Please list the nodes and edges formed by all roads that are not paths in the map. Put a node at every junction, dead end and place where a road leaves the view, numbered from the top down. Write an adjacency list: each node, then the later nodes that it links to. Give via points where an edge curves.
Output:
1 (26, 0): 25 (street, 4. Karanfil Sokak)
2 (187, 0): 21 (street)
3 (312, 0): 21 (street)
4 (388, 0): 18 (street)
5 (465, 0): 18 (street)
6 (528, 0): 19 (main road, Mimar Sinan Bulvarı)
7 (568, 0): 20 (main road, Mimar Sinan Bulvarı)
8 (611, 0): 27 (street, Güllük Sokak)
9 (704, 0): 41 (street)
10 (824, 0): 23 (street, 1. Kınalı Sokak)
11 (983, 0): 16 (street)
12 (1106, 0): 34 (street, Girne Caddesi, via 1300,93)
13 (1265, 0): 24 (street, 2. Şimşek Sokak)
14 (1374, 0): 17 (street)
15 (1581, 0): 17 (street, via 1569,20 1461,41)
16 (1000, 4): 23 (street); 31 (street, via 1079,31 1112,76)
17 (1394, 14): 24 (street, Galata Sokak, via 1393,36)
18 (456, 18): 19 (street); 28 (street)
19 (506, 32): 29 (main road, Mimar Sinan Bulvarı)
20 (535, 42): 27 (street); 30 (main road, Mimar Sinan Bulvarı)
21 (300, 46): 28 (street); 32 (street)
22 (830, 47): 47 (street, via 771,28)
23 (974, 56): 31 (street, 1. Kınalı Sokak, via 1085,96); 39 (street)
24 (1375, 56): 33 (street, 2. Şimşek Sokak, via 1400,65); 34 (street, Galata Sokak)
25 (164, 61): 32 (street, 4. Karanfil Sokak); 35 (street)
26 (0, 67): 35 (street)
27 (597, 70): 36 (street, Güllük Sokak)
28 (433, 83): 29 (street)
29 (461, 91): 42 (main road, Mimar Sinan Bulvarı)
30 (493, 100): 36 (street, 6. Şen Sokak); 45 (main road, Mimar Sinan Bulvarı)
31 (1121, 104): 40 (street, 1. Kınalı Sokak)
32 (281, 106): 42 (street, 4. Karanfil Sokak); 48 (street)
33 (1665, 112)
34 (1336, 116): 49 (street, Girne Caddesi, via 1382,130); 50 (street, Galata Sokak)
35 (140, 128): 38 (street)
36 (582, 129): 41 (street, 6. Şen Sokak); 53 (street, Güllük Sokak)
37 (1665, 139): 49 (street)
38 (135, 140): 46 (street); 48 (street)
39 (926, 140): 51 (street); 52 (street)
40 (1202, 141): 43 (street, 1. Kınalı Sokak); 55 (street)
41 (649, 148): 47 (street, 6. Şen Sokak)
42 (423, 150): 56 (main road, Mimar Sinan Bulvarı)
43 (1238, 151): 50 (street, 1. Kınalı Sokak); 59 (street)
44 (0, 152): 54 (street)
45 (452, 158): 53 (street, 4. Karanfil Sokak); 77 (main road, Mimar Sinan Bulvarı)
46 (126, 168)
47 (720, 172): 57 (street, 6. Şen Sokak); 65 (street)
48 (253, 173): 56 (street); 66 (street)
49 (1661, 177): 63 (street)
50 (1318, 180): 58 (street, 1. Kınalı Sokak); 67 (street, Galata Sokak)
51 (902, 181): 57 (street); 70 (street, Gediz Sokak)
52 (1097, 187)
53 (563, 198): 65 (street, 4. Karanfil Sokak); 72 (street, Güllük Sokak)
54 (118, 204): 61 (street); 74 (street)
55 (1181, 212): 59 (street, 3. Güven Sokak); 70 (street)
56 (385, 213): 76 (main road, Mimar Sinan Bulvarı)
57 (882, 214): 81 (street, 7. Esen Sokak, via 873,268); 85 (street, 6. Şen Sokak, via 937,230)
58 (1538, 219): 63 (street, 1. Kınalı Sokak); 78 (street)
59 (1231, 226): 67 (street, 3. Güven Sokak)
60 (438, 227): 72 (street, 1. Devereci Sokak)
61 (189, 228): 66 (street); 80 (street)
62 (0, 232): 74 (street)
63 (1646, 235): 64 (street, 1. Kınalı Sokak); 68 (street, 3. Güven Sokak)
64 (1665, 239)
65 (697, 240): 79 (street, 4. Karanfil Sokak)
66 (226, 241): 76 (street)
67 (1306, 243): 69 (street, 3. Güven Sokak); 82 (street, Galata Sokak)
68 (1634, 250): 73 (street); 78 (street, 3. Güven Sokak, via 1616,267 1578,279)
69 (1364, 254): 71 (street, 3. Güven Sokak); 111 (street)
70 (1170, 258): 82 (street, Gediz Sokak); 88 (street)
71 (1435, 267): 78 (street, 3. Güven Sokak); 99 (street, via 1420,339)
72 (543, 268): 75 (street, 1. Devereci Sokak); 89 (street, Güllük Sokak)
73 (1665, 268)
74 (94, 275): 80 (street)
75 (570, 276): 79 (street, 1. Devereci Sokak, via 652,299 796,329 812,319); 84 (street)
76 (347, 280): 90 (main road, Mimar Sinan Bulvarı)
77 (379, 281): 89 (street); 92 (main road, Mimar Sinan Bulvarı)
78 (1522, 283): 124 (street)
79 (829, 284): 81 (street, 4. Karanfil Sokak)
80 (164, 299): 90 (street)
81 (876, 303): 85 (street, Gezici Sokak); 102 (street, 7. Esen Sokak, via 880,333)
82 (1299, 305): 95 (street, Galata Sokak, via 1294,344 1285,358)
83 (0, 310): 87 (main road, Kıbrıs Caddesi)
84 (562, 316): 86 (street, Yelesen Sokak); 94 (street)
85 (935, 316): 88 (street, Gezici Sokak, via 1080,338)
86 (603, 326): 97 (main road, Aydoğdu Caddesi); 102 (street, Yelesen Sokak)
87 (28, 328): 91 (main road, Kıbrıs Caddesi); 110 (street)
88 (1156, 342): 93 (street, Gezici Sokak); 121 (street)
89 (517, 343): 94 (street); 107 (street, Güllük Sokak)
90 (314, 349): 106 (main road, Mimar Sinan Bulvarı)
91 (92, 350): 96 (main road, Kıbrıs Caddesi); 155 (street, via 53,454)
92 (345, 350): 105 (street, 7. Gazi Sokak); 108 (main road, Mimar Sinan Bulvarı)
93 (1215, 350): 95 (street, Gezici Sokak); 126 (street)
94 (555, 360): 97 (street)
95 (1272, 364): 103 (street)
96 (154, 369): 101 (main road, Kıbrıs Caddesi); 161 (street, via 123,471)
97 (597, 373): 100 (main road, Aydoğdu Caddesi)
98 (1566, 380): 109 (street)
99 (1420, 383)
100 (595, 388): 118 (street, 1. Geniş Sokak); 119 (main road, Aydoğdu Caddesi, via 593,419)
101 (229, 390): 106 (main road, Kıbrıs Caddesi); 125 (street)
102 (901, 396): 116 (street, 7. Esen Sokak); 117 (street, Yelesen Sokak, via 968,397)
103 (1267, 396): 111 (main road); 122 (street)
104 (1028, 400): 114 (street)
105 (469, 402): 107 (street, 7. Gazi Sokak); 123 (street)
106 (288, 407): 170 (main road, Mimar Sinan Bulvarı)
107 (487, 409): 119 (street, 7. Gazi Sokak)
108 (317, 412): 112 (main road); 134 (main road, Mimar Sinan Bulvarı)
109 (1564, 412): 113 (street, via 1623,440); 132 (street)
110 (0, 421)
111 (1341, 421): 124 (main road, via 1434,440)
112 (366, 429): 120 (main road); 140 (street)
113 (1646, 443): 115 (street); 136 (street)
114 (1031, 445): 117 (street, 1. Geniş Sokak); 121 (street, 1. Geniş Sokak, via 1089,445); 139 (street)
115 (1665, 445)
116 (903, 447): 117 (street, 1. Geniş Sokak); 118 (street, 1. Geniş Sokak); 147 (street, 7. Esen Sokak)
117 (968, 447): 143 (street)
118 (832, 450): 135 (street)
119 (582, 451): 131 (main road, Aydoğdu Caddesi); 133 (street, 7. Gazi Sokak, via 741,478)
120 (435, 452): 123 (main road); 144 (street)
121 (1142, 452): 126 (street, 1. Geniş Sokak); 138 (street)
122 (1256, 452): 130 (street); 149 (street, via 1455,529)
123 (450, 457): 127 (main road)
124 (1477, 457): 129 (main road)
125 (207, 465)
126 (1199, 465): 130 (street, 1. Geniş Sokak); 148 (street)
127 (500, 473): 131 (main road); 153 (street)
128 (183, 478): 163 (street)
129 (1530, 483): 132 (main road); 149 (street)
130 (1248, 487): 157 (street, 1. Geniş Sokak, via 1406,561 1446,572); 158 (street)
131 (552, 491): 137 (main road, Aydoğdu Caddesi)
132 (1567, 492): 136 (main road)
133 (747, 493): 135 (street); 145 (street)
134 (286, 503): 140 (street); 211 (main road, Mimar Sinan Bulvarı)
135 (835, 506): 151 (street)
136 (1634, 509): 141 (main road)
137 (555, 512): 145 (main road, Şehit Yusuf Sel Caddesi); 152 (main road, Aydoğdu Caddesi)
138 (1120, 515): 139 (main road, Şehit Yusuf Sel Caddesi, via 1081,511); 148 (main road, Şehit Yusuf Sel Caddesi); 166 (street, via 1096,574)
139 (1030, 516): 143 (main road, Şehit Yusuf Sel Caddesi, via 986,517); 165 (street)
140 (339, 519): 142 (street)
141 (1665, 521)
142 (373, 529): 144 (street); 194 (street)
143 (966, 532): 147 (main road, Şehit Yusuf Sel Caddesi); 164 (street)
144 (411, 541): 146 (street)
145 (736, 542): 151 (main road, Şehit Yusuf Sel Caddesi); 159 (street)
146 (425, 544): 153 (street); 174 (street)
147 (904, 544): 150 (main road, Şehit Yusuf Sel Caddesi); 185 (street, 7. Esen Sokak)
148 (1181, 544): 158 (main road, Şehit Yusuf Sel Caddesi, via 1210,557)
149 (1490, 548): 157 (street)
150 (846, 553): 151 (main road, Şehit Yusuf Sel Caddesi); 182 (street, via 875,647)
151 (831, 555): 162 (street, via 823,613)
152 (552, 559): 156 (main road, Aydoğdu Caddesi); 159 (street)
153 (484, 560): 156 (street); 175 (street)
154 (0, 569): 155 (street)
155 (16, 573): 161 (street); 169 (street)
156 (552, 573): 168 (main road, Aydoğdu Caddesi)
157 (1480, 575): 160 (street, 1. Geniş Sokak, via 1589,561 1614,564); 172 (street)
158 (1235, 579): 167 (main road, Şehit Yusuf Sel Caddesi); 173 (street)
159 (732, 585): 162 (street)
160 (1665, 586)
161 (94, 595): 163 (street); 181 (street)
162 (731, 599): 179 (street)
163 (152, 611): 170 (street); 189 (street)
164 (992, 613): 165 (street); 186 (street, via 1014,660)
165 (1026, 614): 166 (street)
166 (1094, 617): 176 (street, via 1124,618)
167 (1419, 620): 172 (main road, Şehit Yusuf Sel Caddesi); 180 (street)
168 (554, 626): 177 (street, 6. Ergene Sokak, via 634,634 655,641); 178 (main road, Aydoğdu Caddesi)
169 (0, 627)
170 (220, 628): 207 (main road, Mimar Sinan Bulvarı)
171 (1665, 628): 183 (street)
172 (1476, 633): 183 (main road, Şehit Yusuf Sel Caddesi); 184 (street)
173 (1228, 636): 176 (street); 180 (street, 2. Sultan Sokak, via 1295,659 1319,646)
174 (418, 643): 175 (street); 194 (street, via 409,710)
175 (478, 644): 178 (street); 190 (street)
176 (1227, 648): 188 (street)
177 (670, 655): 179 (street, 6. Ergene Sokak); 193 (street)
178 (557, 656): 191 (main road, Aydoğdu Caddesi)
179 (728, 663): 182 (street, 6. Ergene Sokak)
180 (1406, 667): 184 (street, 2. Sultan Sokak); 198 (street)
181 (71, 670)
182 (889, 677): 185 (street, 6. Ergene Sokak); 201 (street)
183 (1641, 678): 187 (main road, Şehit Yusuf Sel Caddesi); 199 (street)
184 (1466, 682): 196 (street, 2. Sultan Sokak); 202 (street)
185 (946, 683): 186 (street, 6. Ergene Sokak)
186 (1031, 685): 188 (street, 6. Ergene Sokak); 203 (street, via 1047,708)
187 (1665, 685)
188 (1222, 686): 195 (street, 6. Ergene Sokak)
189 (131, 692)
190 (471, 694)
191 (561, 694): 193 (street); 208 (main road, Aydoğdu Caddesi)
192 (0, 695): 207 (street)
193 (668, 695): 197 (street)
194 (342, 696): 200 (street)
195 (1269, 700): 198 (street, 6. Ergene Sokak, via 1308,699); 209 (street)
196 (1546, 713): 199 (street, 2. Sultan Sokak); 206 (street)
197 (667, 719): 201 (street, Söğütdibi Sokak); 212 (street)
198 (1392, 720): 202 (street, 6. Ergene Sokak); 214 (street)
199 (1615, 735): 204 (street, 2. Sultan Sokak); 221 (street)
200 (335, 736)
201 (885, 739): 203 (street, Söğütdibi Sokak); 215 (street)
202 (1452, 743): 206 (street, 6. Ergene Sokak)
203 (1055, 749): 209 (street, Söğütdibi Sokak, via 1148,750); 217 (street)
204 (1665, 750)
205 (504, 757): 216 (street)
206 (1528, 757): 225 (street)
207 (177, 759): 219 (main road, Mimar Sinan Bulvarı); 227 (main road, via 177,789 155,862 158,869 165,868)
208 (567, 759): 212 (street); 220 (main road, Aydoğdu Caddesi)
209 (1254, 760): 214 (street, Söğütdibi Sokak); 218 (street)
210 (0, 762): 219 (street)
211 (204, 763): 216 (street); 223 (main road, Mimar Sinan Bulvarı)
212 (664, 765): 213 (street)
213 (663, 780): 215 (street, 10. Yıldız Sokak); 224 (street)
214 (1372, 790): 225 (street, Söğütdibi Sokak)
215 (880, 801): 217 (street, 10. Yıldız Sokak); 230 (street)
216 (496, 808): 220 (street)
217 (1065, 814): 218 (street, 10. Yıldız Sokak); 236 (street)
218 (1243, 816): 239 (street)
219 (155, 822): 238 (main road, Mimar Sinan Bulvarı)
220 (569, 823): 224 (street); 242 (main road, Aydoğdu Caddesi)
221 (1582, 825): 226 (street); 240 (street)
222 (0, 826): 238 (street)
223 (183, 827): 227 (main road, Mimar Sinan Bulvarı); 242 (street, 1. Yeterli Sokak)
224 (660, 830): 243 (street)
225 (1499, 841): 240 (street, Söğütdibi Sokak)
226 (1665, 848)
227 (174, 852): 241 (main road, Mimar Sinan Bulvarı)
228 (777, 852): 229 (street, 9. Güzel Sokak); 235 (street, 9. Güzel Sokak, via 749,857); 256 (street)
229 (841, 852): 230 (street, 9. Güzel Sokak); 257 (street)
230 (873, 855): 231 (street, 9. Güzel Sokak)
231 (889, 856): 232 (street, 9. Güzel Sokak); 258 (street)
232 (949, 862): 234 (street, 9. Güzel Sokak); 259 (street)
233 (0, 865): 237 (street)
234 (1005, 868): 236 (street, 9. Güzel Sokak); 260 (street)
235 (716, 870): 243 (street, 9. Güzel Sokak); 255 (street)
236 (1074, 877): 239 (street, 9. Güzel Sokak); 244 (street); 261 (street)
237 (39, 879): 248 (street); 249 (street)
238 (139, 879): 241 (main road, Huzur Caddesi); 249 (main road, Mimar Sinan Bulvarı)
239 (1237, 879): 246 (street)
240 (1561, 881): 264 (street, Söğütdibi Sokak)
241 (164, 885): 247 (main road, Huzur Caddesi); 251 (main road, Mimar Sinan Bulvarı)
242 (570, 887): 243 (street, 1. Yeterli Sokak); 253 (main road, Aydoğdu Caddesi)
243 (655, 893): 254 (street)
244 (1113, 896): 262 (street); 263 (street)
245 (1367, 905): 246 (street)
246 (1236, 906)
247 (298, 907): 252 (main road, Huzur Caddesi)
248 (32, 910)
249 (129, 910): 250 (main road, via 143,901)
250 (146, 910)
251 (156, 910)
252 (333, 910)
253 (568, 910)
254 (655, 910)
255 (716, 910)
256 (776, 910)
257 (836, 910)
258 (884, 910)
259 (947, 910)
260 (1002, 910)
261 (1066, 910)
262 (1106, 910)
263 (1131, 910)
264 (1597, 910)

**To do**
Search the material for lines holding the word "Yusuf", then say how many there are and nothing more.

**Expected answer**
12